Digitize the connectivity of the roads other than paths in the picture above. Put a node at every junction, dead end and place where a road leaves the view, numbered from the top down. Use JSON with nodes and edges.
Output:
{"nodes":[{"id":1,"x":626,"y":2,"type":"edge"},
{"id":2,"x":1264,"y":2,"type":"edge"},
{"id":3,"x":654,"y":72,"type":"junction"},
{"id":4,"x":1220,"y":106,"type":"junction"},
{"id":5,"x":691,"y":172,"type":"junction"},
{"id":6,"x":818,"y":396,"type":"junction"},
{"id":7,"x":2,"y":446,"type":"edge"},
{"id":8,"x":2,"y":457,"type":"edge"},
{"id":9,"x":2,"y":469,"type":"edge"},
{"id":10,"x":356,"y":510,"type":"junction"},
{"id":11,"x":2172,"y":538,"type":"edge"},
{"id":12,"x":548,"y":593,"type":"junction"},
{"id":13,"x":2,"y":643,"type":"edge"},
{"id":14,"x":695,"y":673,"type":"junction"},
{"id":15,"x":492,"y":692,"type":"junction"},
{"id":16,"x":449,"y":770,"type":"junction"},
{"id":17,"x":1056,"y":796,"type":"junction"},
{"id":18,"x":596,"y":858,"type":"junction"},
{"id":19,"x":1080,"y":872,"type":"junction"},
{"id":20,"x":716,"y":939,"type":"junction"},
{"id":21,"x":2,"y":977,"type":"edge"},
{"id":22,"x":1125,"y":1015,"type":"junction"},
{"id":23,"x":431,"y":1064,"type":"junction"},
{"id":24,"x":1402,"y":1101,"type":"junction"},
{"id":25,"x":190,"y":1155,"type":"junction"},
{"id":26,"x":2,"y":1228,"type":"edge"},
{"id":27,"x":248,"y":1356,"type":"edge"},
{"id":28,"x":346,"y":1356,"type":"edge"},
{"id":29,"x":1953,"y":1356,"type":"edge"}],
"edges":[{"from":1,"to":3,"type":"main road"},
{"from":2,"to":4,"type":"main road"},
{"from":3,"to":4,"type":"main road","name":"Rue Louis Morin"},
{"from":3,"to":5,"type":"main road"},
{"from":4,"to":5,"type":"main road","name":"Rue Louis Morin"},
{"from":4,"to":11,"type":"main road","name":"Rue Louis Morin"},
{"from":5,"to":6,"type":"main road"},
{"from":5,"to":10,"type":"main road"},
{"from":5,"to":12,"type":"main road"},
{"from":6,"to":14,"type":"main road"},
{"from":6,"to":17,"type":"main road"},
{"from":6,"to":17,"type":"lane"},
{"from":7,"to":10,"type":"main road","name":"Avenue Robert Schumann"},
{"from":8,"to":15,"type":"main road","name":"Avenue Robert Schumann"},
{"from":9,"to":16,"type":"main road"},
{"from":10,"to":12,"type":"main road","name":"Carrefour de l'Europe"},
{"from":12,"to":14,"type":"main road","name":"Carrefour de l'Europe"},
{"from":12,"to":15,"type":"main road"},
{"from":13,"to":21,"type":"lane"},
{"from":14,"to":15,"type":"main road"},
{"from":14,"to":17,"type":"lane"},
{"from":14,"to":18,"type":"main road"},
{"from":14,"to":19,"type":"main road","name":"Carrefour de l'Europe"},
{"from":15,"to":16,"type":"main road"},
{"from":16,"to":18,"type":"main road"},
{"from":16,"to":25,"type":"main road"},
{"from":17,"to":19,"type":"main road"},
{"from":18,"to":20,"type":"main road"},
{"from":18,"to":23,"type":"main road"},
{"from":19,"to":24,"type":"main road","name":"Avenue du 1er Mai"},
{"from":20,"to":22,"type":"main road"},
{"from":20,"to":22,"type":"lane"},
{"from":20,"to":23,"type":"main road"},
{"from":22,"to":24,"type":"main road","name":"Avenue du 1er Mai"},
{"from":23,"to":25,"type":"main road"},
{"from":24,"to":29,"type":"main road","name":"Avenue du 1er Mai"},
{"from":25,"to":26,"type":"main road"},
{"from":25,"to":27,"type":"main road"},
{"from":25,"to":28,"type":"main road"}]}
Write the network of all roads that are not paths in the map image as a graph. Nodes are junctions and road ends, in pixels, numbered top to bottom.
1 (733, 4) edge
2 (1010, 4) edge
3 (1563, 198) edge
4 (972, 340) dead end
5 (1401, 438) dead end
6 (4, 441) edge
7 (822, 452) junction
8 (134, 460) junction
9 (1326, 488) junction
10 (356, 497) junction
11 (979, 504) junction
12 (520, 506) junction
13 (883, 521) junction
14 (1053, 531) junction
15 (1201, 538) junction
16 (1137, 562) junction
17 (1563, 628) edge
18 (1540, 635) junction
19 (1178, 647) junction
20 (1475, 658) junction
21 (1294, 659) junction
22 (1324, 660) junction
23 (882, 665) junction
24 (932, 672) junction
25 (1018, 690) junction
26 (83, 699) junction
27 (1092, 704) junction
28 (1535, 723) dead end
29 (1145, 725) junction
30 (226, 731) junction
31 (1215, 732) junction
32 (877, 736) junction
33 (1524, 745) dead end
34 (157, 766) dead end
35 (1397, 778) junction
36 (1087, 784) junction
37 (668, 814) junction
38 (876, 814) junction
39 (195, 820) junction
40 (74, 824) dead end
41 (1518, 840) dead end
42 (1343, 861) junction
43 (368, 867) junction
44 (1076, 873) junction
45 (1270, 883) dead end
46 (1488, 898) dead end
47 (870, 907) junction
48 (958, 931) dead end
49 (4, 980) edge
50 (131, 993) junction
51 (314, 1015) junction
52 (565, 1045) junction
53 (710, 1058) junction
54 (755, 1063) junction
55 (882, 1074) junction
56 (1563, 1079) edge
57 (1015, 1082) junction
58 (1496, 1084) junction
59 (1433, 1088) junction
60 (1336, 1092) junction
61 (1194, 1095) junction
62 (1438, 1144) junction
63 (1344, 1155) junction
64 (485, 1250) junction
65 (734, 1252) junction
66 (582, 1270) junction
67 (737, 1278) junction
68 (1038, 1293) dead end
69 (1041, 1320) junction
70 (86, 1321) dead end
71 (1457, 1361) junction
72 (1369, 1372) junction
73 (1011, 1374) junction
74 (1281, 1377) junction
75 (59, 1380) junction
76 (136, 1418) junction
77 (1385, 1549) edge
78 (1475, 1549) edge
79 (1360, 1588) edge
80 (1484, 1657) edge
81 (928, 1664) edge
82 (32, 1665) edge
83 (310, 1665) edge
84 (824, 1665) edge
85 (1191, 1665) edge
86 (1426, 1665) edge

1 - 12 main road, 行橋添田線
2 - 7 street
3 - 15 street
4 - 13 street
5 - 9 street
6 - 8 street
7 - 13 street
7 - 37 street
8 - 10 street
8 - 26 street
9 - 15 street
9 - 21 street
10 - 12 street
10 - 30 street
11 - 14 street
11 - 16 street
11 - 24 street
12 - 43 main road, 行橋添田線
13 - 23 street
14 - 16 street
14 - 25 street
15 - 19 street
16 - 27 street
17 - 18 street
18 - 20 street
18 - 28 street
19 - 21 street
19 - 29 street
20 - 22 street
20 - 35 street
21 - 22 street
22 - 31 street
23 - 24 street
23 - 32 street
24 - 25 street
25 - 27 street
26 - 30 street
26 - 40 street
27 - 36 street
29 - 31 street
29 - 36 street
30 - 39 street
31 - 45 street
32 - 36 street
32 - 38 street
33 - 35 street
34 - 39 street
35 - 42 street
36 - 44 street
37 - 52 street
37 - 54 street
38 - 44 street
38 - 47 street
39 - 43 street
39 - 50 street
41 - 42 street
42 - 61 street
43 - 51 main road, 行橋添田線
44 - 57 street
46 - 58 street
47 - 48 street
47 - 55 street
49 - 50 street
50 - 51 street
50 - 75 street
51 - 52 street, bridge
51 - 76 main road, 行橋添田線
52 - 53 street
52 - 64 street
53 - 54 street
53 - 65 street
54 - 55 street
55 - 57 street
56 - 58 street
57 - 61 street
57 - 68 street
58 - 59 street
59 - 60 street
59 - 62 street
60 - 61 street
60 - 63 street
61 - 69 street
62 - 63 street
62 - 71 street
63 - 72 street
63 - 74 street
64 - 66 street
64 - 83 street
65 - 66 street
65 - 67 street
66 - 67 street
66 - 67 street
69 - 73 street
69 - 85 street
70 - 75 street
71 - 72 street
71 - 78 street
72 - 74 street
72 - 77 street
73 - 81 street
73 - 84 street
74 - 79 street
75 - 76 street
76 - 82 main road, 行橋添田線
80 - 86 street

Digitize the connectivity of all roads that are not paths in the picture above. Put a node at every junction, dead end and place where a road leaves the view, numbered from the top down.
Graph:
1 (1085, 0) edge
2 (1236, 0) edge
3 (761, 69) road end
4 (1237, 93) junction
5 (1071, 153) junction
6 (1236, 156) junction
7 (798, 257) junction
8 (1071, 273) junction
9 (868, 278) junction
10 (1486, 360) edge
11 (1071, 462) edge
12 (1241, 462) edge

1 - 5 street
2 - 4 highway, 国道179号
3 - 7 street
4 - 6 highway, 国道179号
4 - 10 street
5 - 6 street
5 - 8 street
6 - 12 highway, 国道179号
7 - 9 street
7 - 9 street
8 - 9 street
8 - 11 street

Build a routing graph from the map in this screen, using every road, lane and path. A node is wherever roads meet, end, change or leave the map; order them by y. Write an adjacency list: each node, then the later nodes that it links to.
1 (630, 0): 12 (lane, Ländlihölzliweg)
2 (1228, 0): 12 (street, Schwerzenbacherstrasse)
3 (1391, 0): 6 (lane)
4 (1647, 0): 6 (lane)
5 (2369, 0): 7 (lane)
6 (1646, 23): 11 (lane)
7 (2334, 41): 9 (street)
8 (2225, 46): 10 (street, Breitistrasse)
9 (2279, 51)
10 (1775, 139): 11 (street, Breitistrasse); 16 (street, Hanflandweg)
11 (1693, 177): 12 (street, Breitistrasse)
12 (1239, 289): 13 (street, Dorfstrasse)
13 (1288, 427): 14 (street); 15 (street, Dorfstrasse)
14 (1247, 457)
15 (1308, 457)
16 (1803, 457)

- **About this exercise**
Whenever a line in the entries holds the word "Carrefour", copy that line.

- **Result of this exercise**
{"from":10,"to":12,"type":"main road","name":"Carrefour de l'Europe"},
{"from":12,"to":14,"type":"main road","name":"Carrefour de l'Europe"},
{"from":14,"to":19,"type":"main road","name":"Carrefour de l'Europe"},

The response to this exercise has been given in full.